The codes above will generate a correlation matrix that is similar to the one above:

Can you analyse data with python?

Image by Author

Again, similar to the matrix generated above, a positive correlation can be observed between the variables:

  • Age and Pregnancies
  • Glucose and Outcome
  • SkinThickness and Insulin

To further understand the correlations between variables, we will create some plots:

Visualize Glucose Levels and Insulin

fig = px.scatter(df, x='Glucose', y='Insulin')
fig.update_traces(marker_color="turquoise",marker_line_color='rgb(8,48,107)',
marker_line_width=1.5)
fig.update_layout(title_text='Glucose and Insulin')
fig.show()

Running the codes above should give you a plot that looks like this:

Can you analyse data with python?

Image by Author

There is a positive correlation between the variables glucose and insulin. This makes sense, because a person with higher glucose levels would be expected to take more insulin.

Visualize Outcome and Age

Now, we will visualize the variables outcome and age. We will create a boxplot to do so, using the code below:

fig = px.box(df, x='Outcome', y='Age')
fig.update_traces(marker_color="midnightblue",marker_line_color='rgb(8,48,107)',
marker_line_width=1.5)
fig.update_layout(title_text='Age and Outcome')
fig.show()

The resulting plot will look somewhat like this:

Can you analyse data with python?

Image by Author

From the plot above, you can see that older people are more likely to have diabetes. The median age for adults with diabetes is around 35, while it is much lower for people without diabetes.

However, there are a lot of outliers.

There are a few elderly people without diabetes (one even over 80 years old), that can be observed in the boxplot.

Visualizing BMI and Outcome

Finally, we will visualize the variables “BMI” and “Outcome”, to see if there is any correlation between the two variables.

To do this, we will use the Seaborn library:

plot = sns.boxplot(x='Outcome',y="BMI",data=df)

Can you analyse data with python?

Image by Author

The boxplot created here is similar to the one created above using Plotly. However, Plotly is better at creating visualizations that are interactive, and the charts look prettier compared to the ones made in Seaborn.

From the box plot above, we can see that higher BMI correlates with a positive outcome.
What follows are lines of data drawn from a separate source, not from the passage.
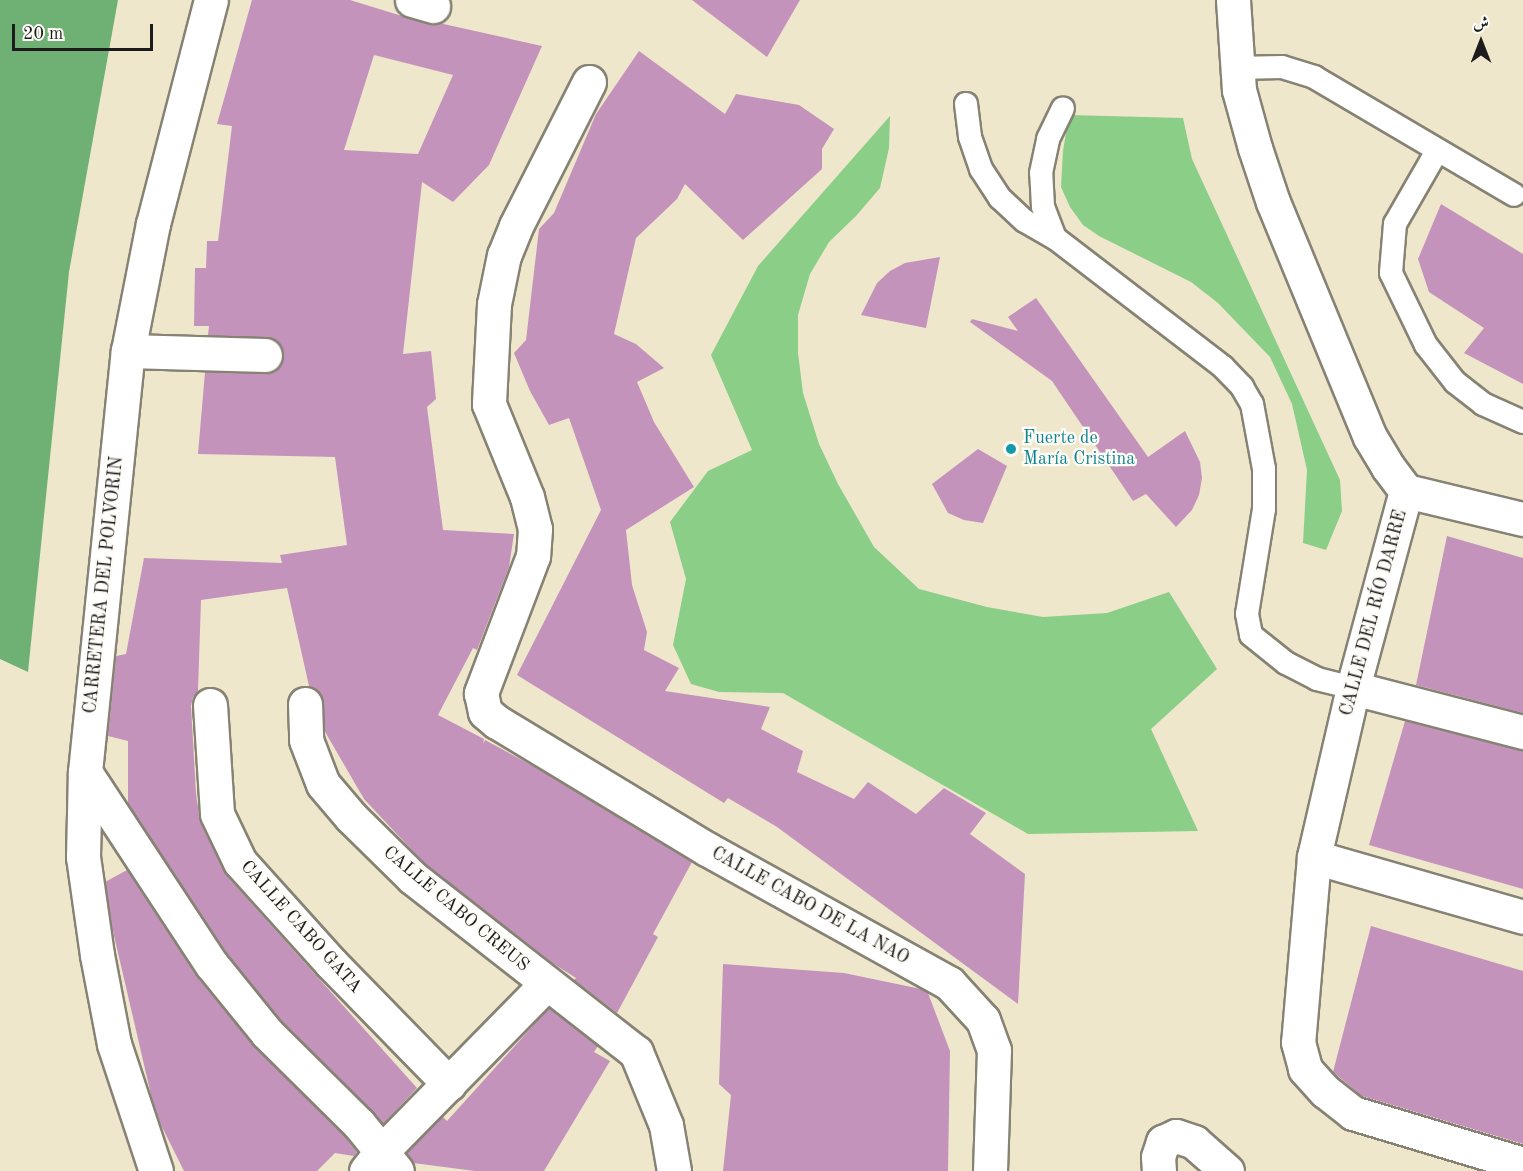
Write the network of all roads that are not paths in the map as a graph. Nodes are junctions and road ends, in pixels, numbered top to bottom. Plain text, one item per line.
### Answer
1 (211, 0) edge
2 (1233, 0) edge
3 (1236, 68) junction
4 (589, 82) dead end
5 (966, 104) dead end
6 (1063, 108) dead end
7 (1437, 151) junction
8 (1514, 195) dead end
9 (1055, 238) junction
10 (128, 351) junction
11 (265, 355) dead end
12 (1523, 422) edge
13 (1406, 490) junction
14 (1523, 519) edge
15 (1353, 688) junction
16 (306, 704) dead end
17 (210, 705) dead end
18 (1523, 732) edge
19 (85, 772) junction
20 (1314, 857) junction
21 (1523, 917) edge
22 (546, 984) junction
23 (449, 1084) junction
24 (1161, 1157) edge
25 (1523, 1164) edge
26 (381, 1165) edge
27 (156, 1171) edge
28 (674, 1171) edge
29 (990, 1171) edge
30 (1227, 1171) edge

1 - 10 street, CARRETERA DEL POLVORIN
2 - 3 street, CALLE DEL RÍO DARRE
3 - 7 lane
3 - 13 street, CALLE DEL RÍO DARRE
4 - 29 street, CALLE CABO DE LA NAO
5 - 9 lane
6 - 9 lane
7 - 8 lane
7 - 12 lane
9 - 15 lane
10 - 11 street
10 - 19 street, CARRETERA DEL POLVORIN
13 - 14 street
13 - 15 street, CALLE DEL RÍO DARRE
15 - 18 street
15 - 20 street, CALLE DEL RÍO DARRE
16 - 22 street, CALLE CABO CREUS
17 - 23 street, CALLE CABO GATA
19 - 26 street
19 - 27 street, CARRETERA DEL POLVORIN
20 - 21 street
20 - 25 street, CALLE DEL RÍO DARRE
22 - 23 street
22 - 28 street, CALLE CABO CREUS
23 - 26 street
24 - 30 street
People with diabetes tend to have higher BMI’s than people without diabetes.

You can make more visualizations like the ones above, by simply changing the variable names and running the same lines of code.
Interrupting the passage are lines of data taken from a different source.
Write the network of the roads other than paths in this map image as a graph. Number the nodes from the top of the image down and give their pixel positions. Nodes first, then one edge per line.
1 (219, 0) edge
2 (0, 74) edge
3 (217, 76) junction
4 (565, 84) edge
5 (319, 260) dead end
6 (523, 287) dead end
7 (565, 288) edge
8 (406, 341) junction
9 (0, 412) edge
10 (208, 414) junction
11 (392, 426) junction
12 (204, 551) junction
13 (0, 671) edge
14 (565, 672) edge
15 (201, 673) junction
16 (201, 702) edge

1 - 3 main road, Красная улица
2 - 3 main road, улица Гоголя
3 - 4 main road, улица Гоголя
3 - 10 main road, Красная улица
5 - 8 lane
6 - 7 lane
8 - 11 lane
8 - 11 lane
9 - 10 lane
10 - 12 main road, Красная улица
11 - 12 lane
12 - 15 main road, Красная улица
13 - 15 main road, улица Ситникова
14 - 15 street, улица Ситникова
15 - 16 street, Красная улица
I will leave that as an exercise for you to do, to get a better grasp on your visualization skills with Python.

Data Storytelling

Can you analyse data with python?

Photo by Blaz Photo on Unsplash

Finally, we can tell a story around the data we have analyzed and visualized. Our findings can be broken down as follows:

People with diabetes are highly likely to be older than people who don’t. They are also more likely to have higher BMI’s, or suffer from obesity. They are also more likely to have higher glucose levels in their blood. People with higher glucose levels also tend to take more insulin, and this positive correlation indicates that patients with diabetes could also have higher insulin levels (this correlation can be checked by creating a scatter plot).
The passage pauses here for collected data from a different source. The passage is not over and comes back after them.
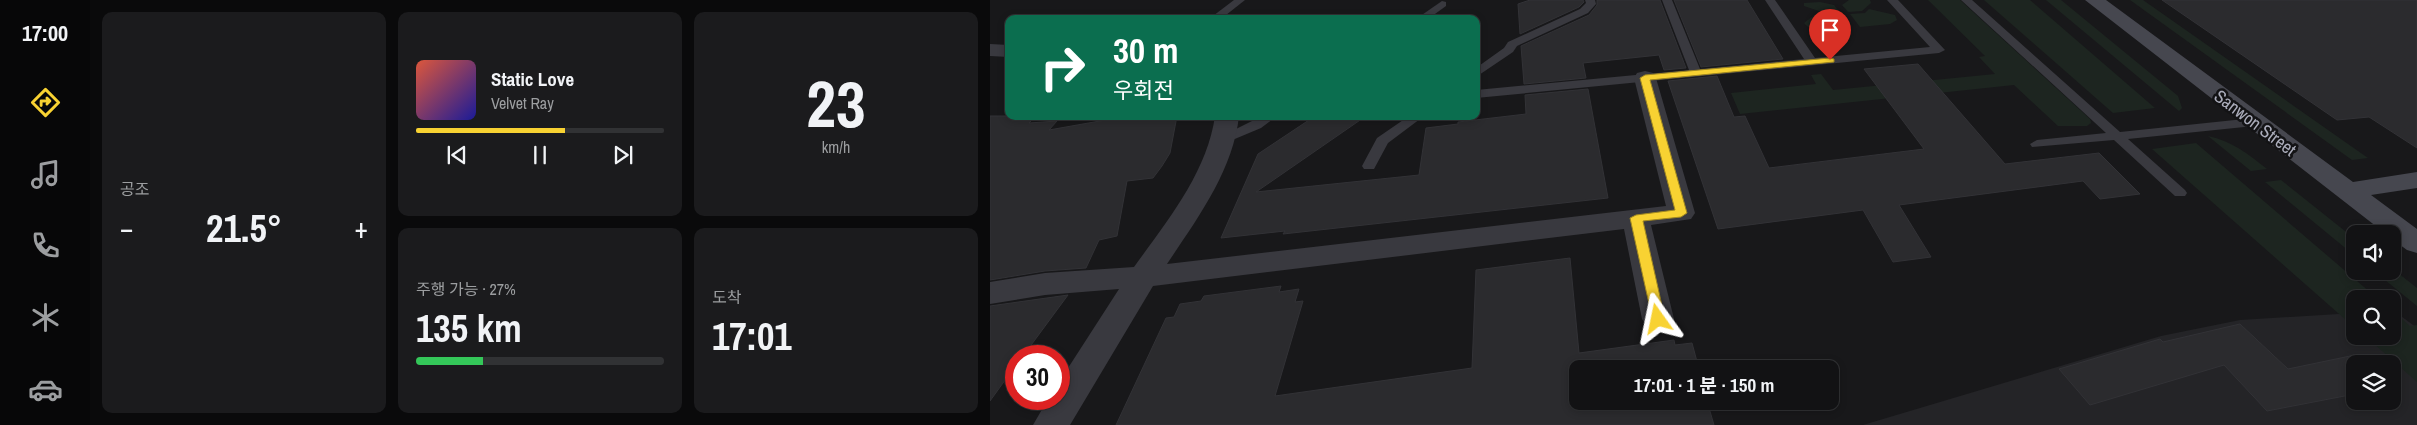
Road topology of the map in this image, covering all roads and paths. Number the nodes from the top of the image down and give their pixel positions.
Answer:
1 (1240, 0) edge
2 (1590, 0) edge
3 (1667, 0) edge
4 (1770, 0) edge
5 (1892, 0) edge
6 (1966, 0) edge
7 (2094, 0) edge
8 (1442, 4) dead end
9 (1219, 15) edge
10 (1427, 15) edge
11 (990, 50) edge
12 (1005, 51) edge
13 (1812, 62) junction
14 (1480, 71) edge
15 (1696, 73) junction
16 (1645, 78) junction
17 (1480, 94) edge
18 (1265, 120) edge
19 (1412, 120) edge
20 (2254, 122) junction
21 (1226, 127) edge
22 (2116, 135) junction
23 (2037, 144) dead end
24 (1369, 166) dead end
25 (2417, 180) edge
26 (2345, 191) junction
27 (2180, 193) dead end
28 (1636, 218) junction
29 (2417, 244) edge
30 (1143, 277) junction
31 (990, 293) edge
32 (1658, 319) dead end
33 (1051, 425) edge

1 - 9 lane
2 - 14 lane
3 - 15 lane
4 - 13 lane
5 - 13 lane
6 - 22 lane
7 - 20 main road, Sanwon Street
8 - 10 lane
11 - 12 street
13 - 15 lane
15 - 16 lane
16 - 17 lane
16 - 28 street
18 - 21 lane
19 - 24 lane
20 - 22 lane
20 - 26 main road, Sanwon Street
21 - 30 street
22 - 23 lane
22 - 27 lane
25 - 26 main road
26 - 29 main road, Sanwon Street
28 - 30 street
28 - 32 street
30 - 31 street
30 - 33 street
That’s all for this article! I hope you found this tutorial helpful, and can use it as a future reference for projects you need to create. Good luck in your data science journey, and happy learning!

Learn everything you can, anytime you can, from anyone you can; there will always come a time you will be grateful you did — Sarah Caldwell.

Can you analyze data with Python?

skill PathAnalyze data with Python Data is everywhere. That means more companies are tracking, analyzing, and using the insights they find to make better decisions. In this Skill Path, you'll learn the fundamentals of data analysis while building Python skills.

Is Python good for data analyst?

Python is a popular multi-purpose programming language widely used for its flexibility, as well as its extensive collection of libraries, which are valuable for analytics and complex calculations.

Which Python is best for data analysis?

Pandas (Python data analysis) is a must in the data science life cycle. It is the most popular and widely used Python library for data science, along with NumPy in matplotlib.